Autoregister attribute for Delphi

December 13, 2016 10 comments

imageWouldnt it be nice if Delphi had an attribute that would automatically register your classes? So instead of having to manually call Registerclass() you just decorate the class with an attribute and it’s automatically registered. No messing about with rouge procedure calls in the initialize section, just pretty and neat class declarations as far as the eye can see.

Well, I think that would be a good idea. And after searching for such a class without finding it (which is a bit odd since it’s such an obvious candidate for automation) – I decided to make one.

Now if you are expecting a huge unit with super-duper advanced code, I’m afraid I must disappoint you. This class is about elegance, grace and usefulness. It may be a humble class in the great scheme of things, but as is often the case in life, the simplest things can be of greatest value.

I find it very useful and I hope you find it equally helpful in your projects.

unit AutoRegister;

interface

uses
System.Rtti, System.TypInfo, System.Sysutils, System.Classes;

type

// Our fancy shmancy attribute
TAutoRegister = class(TCustomAttribute)
end;

implementation

// This procedure walks through all classtypes and isolates
// those with our TAutoRegister attribute.
// It then locates the actual classtype and registeres it
// with Delphi's persistance layer
procedure ProcessAutoRegisterAttributes;
var
  ctx : TRttiContext;
  typ : TRttiType;
  attr : TCustomAttribute;
  LRealType: TClass;
  LAccess: PTypeData;
begin
  ctx := TRttiContext.Create();
  try
    for typ in ctx.GetTypes() do
    begin
      if typ.TypeKind = tkClass then
      begin
        for attr in typ.GetAttributes() do
        begin
          if attr is TAutoRegister then
          begin
            LAccess := GetTypeData(typ.Handle);
            if LAccess <> nil then
            begin
              LRealType := LAccess^.ClassType;
              if LRealType <> nil then
              begin
                if LRealType.InheritsFrom(TPersistent)
                or LRealType.InheritsFrom(TInterfacedPersistent) then
                begin
                  RegisterClass( TPersistentClass(LRealType) );
                end;
              end;
              break;
            end;
          end;
        end;
      end;
    end;
  finally
    ctx.Free();
  end;
end;

// We want to register all the classes decorated with our little
// attribute when this unit is loaded into memory
Initialization
begin
  ProcessAutoRegisterAttributes;
end;

end.

That’s basically it. Now to use the attribute just save out the unit and include it as you would any other (just add it to the uses-clause where you need it). Then decorate the classes you want registered automatically.
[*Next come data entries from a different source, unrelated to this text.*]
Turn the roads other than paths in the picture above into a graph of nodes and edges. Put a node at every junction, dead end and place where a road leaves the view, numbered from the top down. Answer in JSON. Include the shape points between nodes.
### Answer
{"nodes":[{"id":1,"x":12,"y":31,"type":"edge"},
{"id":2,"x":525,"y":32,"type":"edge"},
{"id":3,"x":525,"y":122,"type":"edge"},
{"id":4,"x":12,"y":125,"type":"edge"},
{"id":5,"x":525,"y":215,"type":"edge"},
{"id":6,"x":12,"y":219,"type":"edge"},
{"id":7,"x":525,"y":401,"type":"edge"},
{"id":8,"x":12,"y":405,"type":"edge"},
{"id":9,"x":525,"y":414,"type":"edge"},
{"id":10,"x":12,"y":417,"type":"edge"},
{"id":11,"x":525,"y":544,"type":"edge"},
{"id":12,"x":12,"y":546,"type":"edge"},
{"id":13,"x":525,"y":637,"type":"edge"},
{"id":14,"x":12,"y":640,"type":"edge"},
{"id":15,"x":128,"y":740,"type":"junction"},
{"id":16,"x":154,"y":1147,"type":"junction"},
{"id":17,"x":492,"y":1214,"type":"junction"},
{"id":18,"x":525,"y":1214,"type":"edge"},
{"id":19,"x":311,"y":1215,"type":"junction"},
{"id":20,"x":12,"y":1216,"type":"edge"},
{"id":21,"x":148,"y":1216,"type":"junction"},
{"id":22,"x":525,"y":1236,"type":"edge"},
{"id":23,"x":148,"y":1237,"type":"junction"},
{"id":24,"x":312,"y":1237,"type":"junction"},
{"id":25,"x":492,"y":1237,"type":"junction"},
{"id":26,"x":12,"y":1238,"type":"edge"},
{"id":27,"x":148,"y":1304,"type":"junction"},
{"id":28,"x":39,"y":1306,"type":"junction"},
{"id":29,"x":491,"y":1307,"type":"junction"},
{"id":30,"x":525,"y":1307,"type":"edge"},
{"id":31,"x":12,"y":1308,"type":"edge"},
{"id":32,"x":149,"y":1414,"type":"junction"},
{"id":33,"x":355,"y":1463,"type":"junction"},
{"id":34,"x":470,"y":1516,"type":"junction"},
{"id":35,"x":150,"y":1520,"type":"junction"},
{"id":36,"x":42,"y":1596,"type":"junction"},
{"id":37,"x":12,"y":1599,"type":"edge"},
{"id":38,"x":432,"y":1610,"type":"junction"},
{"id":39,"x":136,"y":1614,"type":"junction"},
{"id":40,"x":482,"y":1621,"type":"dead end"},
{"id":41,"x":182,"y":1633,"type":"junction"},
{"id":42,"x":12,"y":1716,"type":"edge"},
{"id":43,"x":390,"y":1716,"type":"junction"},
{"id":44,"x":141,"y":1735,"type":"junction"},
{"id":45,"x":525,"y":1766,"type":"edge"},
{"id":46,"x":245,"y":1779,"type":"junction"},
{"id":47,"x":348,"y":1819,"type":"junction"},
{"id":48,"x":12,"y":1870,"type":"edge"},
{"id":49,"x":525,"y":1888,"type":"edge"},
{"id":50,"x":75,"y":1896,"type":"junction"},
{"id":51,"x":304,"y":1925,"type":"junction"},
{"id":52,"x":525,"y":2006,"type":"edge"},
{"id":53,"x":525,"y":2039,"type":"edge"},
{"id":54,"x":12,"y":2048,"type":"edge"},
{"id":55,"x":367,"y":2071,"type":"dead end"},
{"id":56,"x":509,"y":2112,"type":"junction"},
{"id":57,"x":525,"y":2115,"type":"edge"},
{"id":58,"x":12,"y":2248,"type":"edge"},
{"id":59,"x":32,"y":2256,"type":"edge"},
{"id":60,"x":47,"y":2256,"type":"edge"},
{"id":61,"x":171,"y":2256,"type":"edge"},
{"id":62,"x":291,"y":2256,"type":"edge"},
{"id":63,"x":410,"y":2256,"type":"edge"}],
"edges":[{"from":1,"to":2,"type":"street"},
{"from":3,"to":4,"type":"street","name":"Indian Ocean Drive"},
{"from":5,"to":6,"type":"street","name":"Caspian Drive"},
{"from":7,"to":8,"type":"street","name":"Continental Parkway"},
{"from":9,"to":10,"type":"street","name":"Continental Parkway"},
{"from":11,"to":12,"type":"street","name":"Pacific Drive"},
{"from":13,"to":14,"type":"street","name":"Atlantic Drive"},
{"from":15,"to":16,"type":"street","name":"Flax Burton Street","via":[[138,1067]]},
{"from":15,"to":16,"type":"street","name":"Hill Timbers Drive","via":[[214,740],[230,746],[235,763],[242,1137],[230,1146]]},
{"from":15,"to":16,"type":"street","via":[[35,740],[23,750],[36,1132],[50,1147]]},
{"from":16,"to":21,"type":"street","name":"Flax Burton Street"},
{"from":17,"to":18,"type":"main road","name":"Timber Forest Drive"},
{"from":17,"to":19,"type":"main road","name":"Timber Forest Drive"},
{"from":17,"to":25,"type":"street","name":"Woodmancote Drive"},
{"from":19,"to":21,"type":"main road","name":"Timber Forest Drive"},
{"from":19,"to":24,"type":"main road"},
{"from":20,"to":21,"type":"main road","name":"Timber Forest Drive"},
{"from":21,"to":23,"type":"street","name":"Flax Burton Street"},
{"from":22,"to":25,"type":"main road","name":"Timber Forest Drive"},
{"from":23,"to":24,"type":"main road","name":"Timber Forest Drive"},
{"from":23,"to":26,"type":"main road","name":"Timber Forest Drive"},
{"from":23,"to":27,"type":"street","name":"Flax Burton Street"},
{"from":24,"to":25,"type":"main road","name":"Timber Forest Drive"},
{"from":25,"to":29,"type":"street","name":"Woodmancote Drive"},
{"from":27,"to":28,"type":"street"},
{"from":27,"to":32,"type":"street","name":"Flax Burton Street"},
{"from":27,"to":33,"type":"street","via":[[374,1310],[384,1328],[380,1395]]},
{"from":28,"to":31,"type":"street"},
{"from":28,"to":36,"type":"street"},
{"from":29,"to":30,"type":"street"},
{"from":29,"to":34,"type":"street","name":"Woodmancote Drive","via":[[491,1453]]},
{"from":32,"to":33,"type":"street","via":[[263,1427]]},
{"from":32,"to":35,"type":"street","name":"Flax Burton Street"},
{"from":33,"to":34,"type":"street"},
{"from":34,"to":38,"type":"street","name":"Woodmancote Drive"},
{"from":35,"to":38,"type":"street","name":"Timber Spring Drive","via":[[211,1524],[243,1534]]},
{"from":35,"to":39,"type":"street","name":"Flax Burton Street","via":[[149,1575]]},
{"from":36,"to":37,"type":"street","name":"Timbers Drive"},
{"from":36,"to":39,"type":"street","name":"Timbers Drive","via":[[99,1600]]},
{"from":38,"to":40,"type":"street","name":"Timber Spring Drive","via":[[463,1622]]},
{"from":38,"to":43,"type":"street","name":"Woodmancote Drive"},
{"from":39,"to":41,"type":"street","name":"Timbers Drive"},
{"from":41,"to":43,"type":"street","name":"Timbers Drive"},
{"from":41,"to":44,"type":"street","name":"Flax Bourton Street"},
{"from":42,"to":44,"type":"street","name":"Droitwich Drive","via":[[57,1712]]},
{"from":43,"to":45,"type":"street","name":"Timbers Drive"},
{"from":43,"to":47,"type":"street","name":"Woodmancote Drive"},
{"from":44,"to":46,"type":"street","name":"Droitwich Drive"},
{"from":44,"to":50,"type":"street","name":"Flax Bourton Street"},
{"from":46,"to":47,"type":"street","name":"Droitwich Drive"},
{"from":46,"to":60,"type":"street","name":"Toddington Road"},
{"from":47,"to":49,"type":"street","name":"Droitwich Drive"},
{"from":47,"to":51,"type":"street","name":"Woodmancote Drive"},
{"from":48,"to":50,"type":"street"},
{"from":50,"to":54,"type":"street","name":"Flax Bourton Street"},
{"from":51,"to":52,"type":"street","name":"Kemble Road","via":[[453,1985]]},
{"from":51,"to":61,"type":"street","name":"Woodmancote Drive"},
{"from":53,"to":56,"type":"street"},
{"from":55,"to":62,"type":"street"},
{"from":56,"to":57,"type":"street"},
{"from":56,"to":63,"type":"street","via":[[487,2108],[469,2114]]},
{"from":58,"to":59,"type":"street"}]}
Remember that only classes that inherit from TPersistent (which includes TInterfacedPersistent) can be registered.

uses AutoRegister;

type
  [TAutoRegister]
  TMyClass = class(TPeristent)
  end;

  [TAutoRegister]
  TMyCoolClass = class(TInterfacedPersistent)
  end;

And voila, no more Registerclass() calls at the bottom of your units. Just neat, clean object oriented code -and as a bonus: I find it easier to read as well.

Cheers!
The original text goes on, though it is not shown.